## TASK:
A copy is needed of each line in the records that has the word "image".

[Stored data entries]
◆ ◆ ◆ ◆ ◆ ◆ ◆
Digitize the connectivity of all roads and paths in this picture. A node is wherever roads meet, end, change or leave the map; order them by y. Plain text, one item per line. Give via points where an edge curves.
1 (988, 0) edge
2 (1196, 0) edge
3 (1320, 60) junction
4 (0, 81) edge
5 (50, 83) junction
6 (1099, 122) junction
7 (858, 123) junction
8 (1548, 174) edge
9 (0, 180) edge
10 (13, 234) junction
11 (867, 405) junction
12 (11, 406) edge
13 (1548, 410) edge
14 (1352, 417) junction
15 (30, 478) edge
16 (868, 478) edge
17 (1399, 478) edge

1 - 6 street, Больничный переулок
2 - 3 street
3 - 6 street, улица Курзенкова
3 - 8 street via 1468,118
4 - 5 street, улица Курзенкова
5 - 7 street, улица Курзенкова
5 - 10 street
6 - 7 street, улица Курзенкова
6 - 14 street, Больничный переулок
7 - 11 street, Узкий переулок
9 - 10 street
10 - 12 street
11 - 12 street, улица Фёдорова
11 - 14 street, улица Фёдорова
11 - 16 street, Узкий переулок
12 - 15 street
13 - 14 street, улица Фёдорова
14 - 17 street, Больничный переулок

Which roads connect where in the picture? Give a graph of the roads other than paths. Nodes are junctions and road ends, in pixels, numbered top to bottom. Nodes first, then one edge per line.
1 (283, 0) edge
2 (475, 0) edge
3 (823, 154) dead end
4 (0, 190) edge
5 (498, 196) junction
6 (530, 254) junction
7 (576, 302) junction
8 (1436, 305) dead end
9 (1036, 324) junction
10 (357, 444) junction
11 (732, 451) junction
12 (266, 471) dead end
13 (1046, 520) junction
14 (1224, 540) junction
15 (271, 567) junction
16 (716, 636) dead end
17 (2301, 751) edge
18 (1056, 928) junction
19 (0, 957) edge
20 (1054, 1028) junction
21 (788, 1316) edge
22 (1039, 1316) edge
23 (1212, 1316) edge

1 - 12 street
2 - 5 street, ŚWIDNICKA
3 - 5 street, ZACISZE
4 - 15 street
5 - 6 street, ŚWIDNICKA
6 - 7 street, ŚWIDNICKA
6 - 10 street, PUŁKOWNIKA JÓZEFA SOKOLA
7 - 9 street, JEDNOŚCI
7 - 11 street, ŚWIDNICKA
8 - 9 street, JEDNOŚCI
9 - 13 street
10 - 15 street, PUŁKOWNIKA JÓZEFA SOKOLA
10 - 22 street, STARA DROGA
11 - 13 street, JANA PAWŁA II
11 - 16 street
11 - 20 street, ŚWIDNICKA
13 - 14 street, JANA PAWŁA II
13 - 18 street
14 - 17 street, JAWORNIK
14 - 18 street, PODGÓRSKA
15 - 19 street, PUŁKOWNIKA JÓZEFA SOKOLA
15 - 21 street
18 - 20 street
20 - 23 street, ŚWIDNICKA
◆ ◆ ◆ ◆ ◆ ◆ ◆
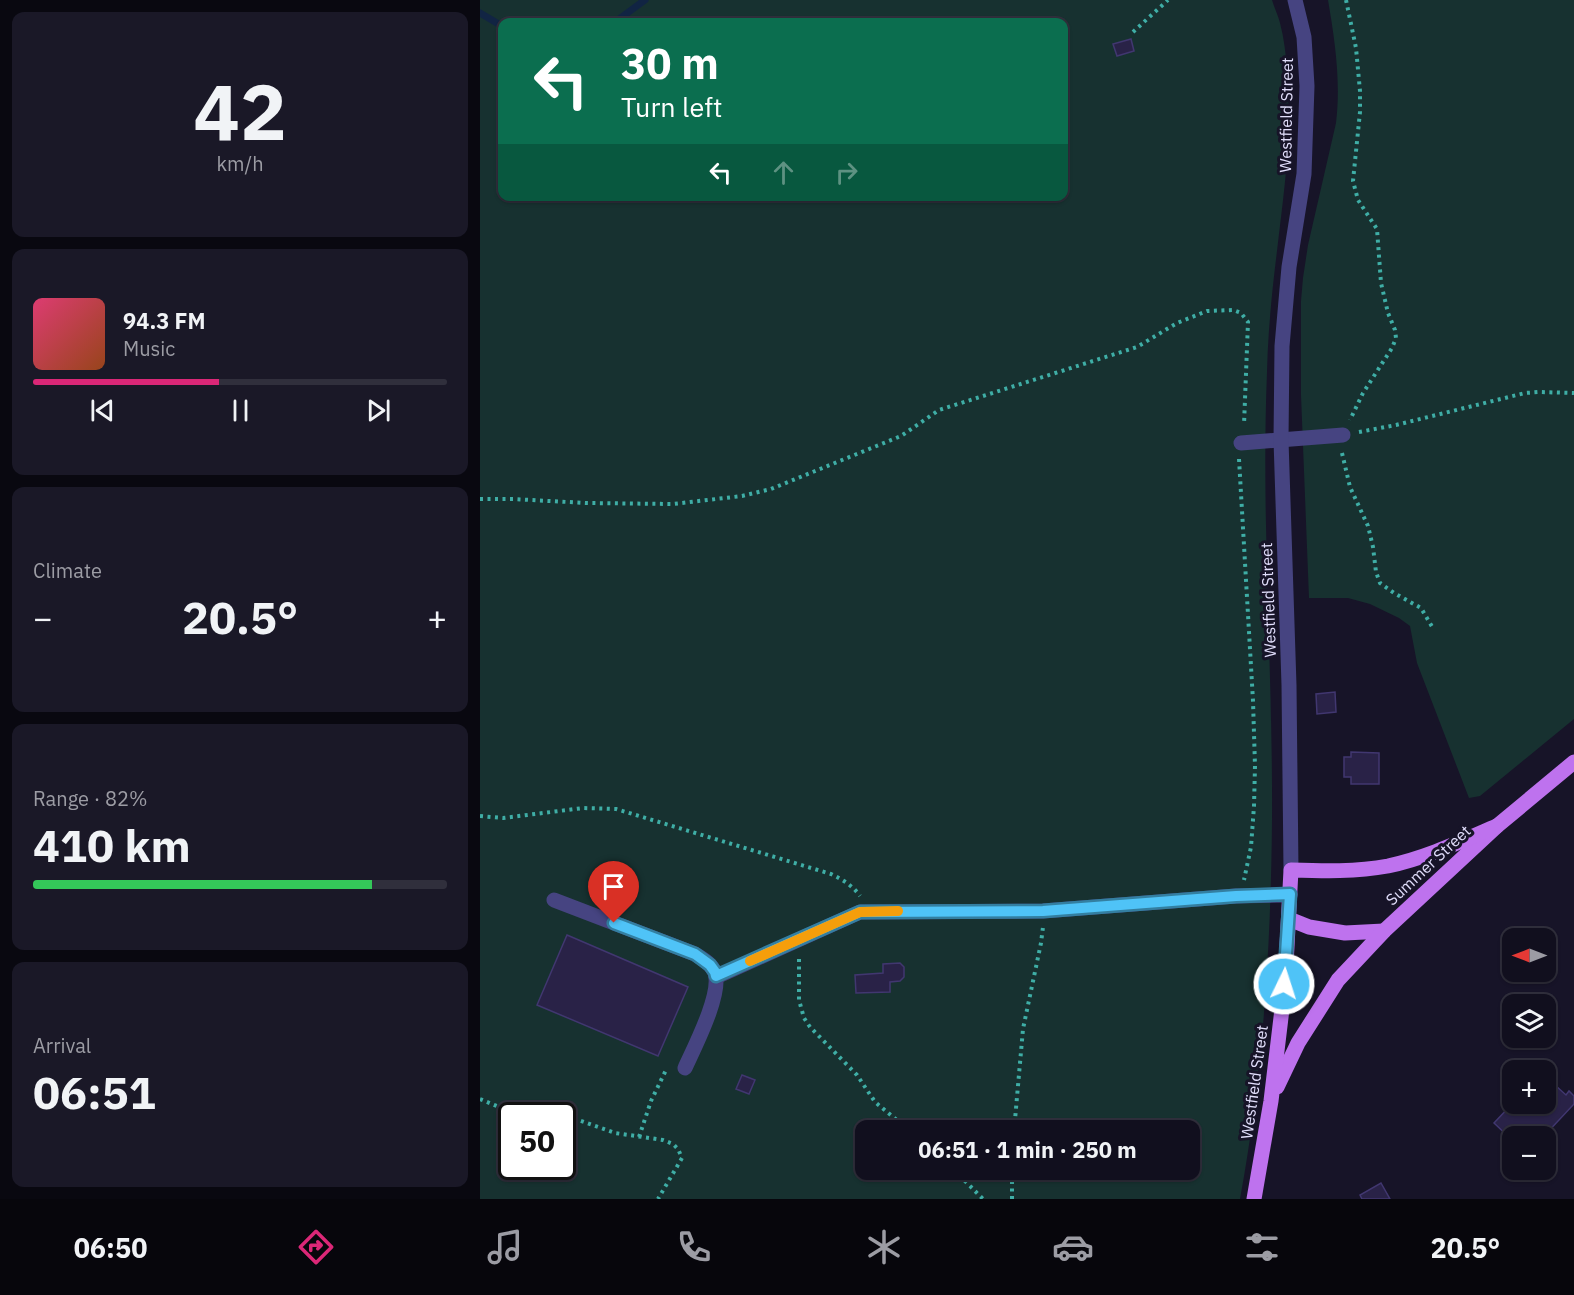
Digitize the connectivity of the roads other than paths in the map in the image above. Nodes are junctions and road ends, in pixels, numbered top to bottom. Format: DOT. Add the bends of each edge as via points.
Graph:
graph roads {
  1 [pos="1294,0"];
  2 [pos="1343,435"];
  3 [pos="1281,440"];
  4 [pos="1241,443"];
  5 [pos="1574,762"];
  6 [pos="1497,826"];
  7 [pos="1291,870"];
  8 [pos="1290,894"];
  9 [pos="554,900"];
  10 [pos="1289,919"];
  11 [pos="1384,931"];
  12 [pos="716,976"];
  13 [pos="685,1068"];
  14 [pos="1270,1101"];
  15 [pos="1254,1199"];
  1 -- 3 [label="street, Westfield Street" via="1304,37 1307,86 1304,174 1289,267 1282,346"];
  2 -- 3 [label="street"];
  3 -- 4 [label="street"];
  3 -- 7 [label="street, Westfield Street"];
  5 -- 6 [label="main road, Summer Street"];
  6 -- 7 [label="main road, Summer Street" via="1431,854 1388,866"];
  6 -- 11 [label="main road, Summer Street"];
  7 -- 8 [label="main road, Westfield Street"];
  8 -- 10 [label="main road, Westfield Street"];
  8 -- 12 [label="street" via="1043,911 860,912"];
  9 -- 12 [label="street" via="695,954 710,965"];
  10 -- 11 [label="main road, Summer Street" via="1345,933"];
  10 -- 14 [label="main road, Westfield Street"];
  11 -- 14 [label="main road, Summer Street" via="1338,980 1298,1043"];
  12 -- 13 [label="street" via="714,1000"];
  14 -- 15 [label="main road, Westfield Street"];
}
◆ ◆ ◆ ◆ ◆ ◆ ◆
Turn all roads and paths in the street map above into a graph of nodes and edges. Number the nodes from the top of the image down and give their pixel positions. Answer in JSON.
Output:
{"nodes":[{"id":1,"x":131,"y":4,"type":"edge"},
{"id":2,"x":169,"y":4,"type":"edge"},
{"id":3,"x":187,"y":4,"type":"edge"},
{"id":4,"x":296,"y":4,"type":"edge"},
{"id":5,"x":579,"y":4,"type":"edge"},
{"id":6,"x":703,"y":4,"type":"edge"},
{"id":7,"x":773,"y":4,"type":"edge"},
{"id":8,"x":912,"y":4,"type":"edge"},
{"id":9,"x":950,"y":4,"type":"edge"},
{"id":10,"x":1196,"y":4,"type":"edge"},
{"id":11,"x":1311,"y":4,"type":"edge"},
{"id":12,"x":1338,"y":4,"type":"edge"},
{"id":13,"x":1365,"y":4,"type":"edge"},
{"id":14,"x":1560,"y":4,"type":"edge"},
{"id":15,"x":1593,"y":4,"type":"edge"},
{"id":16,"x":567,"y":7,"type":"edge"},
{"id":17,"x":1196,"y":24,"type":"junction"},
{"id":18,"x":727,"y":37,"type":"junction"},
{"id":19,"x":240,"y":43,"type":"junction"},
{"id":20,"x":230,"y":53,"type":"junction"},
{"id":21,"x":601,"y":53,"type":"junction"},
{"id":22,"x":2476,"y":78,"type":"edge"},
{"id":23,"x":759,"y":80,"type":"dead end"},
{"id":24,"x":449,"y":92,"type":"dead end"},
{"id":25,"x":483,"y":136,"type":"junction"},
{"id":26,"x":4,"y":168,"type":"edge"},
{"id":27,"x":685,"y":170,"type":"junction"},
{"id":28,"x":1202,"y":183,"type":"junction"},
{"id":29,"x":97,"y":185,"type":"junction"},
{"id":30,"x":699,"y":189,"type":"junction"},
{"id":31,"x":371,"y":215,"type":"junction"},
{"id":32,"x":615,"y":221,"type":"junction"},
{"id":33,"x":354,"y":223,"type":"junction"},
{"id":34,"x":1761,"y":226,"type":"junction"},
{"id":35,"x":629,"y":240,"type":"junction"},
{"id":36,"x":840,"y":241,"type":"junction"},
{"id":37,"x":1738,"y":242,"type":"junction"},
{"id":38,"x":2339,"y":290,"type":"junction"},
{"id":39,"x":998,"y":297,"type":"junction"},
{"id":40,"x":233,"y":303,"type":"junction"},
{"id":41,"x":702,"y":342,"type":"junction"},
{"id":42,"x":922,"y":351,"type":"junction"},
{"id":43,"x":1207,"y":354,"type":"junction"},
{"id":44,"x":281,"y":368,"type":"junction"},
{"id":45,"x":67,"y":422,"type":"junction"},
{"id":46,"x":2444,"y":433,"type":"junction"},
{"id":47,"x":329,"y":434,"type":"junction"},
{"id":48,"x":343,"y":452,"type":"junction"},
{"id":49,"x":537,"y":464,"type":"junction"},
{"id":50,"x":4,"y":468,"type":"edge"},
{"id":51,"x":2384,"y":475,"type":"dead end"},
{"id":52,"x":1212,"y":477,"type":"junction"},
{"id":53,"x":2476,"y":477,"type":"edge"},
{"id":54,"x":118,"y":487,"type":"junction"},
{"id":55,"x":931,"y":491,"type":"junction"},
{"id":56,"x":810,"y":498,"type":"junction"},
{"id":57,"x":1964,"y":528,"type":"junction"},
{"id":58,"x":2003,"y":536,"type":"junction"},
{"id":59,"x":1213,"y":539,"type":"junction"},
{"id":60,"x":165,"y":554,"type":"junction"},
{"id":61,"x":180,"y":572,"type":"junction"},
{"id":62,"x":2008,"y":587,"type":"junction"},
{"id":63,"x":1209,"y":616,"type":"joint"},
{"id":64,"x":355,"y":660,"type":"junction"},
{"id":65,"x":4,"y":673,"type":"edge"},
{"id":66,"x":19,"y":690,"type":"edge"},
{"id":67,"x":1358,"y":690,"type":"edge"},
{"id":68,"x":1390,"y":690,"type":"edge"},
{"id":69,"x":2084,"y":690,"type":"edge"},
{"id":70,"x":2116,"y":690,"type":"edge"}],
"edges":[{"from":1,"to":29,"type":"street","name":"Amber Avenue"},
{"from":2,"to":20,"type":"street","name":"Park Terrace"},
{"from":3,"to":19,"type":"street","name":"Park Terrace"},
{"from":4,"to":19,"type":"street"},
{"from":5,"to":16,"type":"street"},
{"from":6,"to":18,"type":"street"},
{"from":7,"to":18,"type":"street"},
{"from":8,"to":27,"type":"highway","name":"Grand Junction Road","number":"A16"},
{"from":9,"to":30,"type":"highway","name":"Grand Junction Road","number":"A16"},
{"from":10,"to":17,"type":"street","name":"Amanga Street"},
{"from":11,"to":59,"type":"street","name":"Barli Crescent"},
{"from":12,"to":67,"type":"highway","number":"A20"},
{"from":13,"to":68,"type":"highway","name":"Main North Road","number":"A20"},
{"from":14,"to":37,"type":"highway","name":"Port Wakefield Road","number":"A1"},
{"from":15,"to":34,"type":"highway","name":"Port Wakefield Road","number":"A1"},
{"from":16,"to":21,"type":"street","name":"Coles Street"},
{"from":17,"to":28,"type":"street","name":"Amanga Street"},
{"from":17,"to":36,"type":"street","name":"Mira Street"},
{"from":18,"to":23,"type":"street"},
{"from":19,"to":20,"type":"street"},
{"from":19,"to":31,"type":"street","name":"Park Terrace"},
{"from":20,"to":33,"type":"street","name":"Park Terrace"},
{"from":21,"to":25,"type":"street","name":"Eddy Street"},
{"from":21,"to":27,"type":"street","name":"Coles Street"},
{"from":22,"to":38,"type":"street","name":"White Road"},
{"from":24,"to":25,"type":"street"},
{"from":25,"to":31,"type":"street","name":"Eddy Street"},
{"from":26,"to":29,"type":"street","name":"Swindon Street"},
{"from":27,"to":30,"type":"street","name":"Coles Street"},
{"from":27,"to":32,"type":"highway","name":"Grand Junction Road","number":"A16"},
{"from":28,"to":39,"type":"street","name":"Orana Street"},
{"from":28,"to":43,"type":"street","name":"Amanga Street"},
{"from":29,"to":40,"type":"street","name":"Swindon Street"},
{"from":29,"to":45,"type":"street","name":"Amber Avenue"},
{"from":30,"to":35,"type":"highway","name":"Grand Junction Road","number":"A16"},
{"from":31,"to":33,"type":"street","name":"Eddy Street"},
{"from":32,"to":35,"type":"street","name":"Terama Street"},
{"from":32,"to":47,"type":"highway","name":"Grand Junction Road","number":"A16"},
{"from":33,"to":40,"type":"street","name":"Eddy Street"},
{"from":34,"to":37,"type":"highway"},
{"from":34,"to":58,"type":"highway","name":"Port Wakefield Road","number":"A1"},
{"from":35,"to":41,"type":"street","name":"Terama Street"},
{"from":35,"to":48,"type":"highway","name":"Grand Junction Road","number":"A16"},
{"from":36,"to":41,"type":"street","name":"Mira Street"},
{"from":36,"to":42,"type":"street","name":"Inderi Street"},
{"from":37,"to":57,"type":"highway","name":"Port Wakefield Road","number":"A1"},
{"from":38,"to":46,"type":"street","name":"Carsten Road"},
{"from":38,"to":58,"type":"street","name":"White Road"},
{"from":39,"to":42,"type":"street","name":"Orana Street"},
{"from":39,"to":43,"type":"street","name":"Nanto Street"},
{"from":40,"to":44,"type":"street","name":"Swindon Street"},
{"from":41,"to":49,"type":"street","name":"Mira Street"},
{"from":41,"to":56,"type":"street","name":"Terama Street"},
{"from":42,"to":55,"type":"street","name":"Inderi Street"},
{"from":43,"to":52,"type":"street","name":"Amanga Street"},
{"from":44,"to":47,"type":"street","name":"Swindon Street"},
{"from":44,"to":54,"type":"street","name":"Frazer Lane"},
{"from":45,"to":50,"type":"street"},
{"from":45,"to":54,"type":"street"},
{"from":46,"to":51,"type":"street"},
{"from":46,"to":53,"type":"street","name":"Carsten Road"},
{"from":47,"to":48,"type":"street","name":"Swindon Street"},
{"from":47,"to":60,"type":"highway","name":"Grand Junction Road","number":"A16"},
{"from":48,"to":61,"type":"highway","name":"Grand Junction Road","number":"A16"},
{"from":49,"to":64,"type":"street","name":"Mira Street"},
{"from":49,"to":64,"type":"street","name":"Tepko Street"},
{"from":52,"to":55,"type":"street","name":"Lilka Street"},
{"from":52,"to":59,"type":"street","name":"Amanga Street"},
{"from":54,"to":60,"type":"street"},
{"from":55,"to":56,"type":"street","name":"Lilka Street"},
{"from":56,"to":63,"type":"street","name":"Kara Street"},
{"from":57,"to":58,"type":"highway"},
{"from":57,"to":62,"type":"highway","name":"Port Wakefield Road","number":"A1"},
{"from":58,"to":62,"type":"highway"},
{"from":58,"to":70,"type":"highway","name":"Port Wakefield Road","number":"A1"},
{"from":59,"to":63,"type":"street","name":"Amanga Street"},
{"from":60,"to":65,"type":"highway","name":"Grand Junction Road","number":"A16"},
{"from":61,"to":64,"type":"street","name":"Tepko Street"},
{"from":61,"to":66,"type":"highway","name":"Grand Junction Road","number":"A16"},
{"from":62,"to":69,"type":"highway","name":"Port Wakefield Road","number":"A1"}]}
◆ ◆ ◆ ◆ ◆ ◆ ◆
## SOLUTION TO THE EXERCISE:
Digitize the connectivity of the roads other than paths in the map in the image above. Nodes are junctions and road ends, in pixels, numbered top to bottom. Format: DOT. Add the bends of each edge as via points.
Turn all roads and paths in the street map above into a graph of nodes and edges. Number the nodes from the top of the image down and give their pixel positions. Answer in JSON.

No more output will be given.